Now, I’m not suggesting that our generation is apathetic about working. Society’s emphasis on working towards a college degree and a pursuing dream career has never been stronger. We’re churning out more lawyers and doctors than we ever have. Intellectual “hard work” is also an important part of America’s work ethic. However, our view of what constitutes valuable work has been warping for years. As a result, record numbers of young Americans are choosing to live at home for longer. A recent Pew Research study shows 36% of America’s 18-31 year olds to have been living with their parents in 2012. While our suffering economy takes some of the blame, I fear the real issue arises from the millennial generation’s reluctance to settle for anything less than the best. We have become a generation motivated by our dreams, but hindered by a sense of entitlement that prevents us from finding meaning in anything deemed “beneath us.” Consequently, the value found in being productive for the sake of simply producing something, has been lost.
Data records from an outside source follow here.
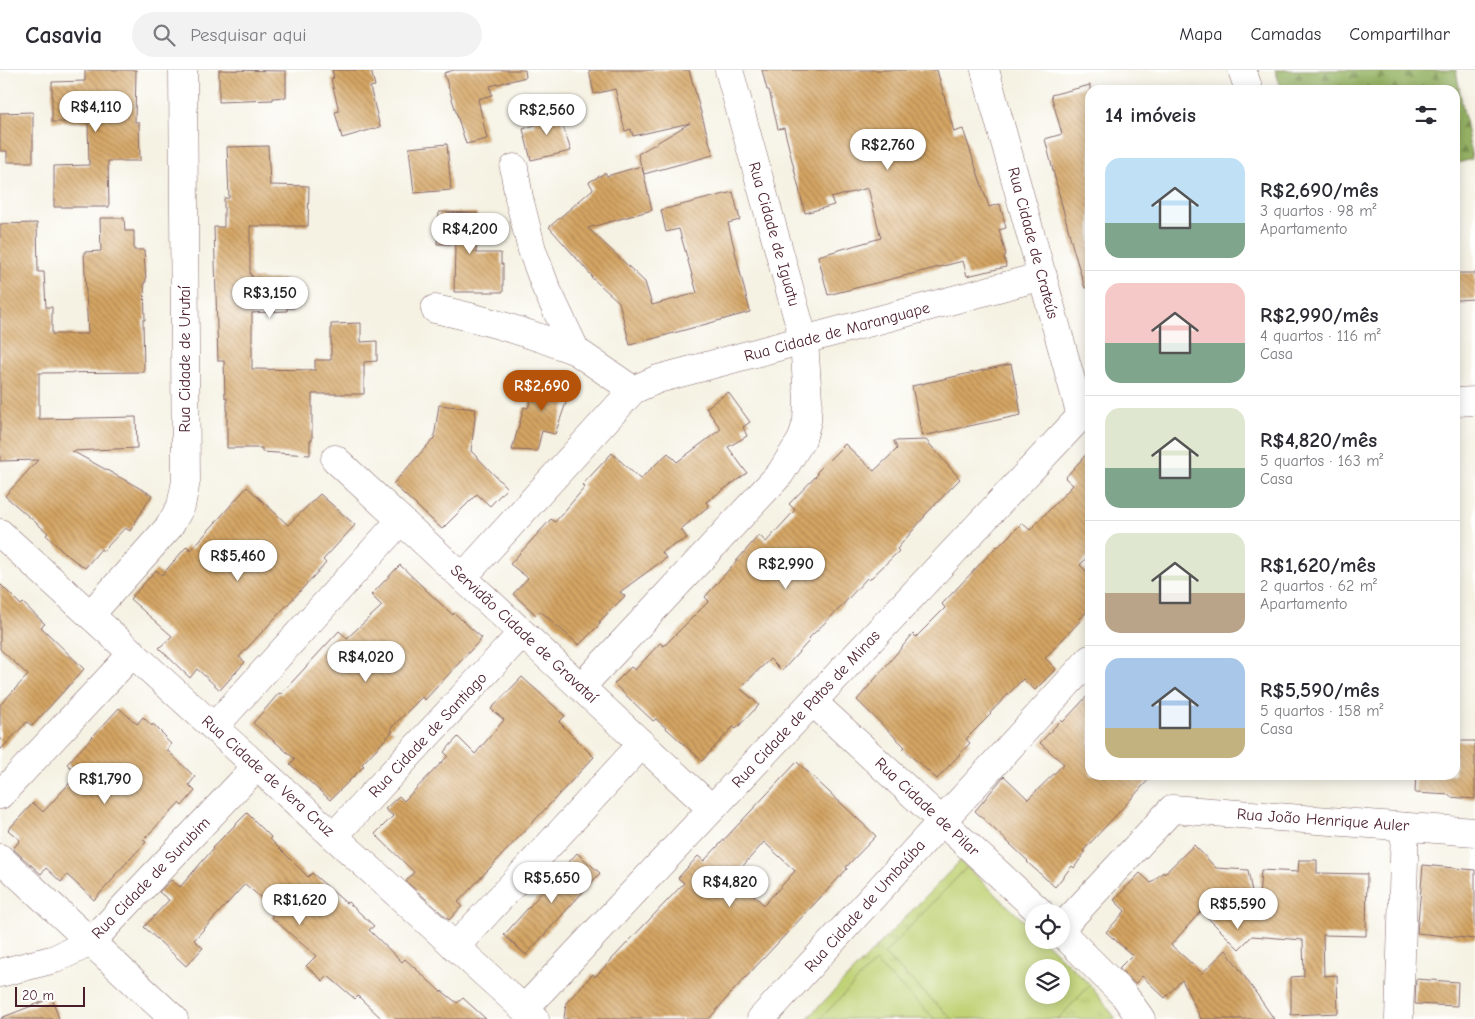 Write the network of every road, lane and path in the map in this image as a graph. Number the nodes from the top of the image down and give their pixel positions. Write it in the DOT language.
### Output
graph roads {
  1 [pos="183,70"];
  2 [pos="729,70"];
  3 [pos="986,70"];
  4 [pos="1242,70"];
  5 [pos="1246,85"];
  6 [pos="514,168"];
  7 [pos="1043,276"];
  8 [pos="435,309"];
  9 [pos="804,341"];
  10 [pos="576,351"];
  11 [pos="633,390"];
  12 [pos="1475,401"];
  13 [pos="1460,402"];
  14 [pos="1085,413"];
  15 [pos="1085,417"];
  16 [pos="335,459"];
  17 [pos="401,520"];
  18 [pos="0,533"];
  19 [pos="463,577"];
  20 [pos="91,614"];
  21 [pos="522,633"];
  22 [pos="133,653"];
  23 [pos="1085,664"];
  24 [pos="581,687"];
  25 [pos="813,702"];
  26 [pos="214,727"];
  27 [pos="642,744"];
  28 [pos="257,766"];
  29 [pos="0,795"];
  30 [pos="712,809"];
  31 [pos="942,821"];
  32 [pos="1405,826"];
  33 [pos="1475,832"];
  34 [pos="334,836"];
  35 [pos="0,858"];
  36 [pos="1031,904"];
  37 [pos="1070,918"];
  38 [pos="1070,941"];
  39 [pos="91,942"];
  40 [pos="455,946"];
  41 [pos="0,974"];
  42 [pos="530,1014"];
  43 [pos="168,1017"];
  44 [pos="761,1019"];
  45 [pos="1141,1019"];
  46 [pos="1399,1019"];
  1 -- 20 [label="street, Rua Cidade de Urutaí"];
  2 -- 9 [label="street, Rua Cidade de Iguatu"];
  3 -- 7 [label="street, Rua Cidade de Crateús"];
  4 -- 5 [label="street"];
  6 -- 10 [label="street"];
  7 -- 9 [label="street, Rua Cidade de Maranguape"];
  7 -- 14 [label="street, Rua Cidade de Crateús"];
  8 -- 10 [label="street"];
  9 -- 11 [label="street, Rua Cidade de Maranguape"];
  9 -- 24 [label="street, Rua Cidade de Iguatu"];
  10 -- 11 [label="street"];
  11 -- 19 [label="street"];
  12 -- 13 [label="street"];
  15 -- 25 [label="street, Rua Cidade de Patos de Minas"];
  16 -- 17 [label="street, Servidão Cidade de Gravataí"];
  17 -- 19 [label="street, Servidão Cidade de Gravataí"];
  17 -- 26 [label="street"];
  18 -- 20 [label="street, Rua Cidade de Vera Cruz"];
  19 -- 21 [label="street, Servidão Cidade de Gravataí"];
  20 -- 22 [label="street, Rua Cidade de Vera Cruz"];
  21 -- 24 [label="street, Servidão Cidade de Gravataí"];
  21 -- 34 [label="street, Rua Cidade de Santiago"];
  22 -- 26 [label="street, Rua Cidade de Vera Cruz"];
  22 -- 29 [label="street"];
  23 -- 31 [label="street, Rua Cidade de Umbaúba"];
  24 -- 27 [label="street, Servidão Cidade de Gravataí"];
  25 -- 30 [label="street, Rua Cidade de Patos de Minas"];
  25 -- 31 [label="street, Rua Cidade de Pilar"];
  26 -- 28 [label="street, Rua Cidade de Vera Cruz"];
  27 -- 30 [label="street, Servidão Cidade de Gravataí"];
  27 -- 40 [label="street"];
  28 -- 34 [label="street, Rua Cidade de Vera Cruz"];
  28 -- 39 [label="street, Rua Cidade de Surubim"];
  30 -- 42 [label="street, Rua Cidade de Patos de Minas"];
  31 -- 36 [label="street, Rua Cidade de Pilar"];
  31 -- 44 [label="street, Rua Cidade de Umbaúba"];
  32 -- 33 [label="street, Rua João Henrique Auler"];
  32 -- 37 [label="street, Rua João Henrique Auler"];
  32 -- 46 [label="street"];
  34 -- 40 [label="street, Rua Cidade de Vera Cruz"];
  35 -- 39 [label="street"];
  38 -- 45 [label="street"];
  39 -- 41 [label="street, Rua Cidade de Surubim"];
  39 -- 43 [label="street"];
  40 -- 42 [label="street, Rua Cidade de Vera Cruz"];
}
While people should be encouraged to shoot for their ideal career, if an entitled mentality persists, America will boast a population that has lost sight of the beauty in playing, even a small role, in prosperity.

I don’t feel intellectually stimulated or enlightened at the end of my day. I haven’t had lunch with a senator, delivered life-saving vaccines to a baby, or helped to revolutionize Malawi’s farming industry. I end my day feeling tired, my socks are filled with prickly shards of plastic, and my ankles are swollen from standing for eight straight hours. It’s tough work, but it’s certainly not beneath me or anyone else.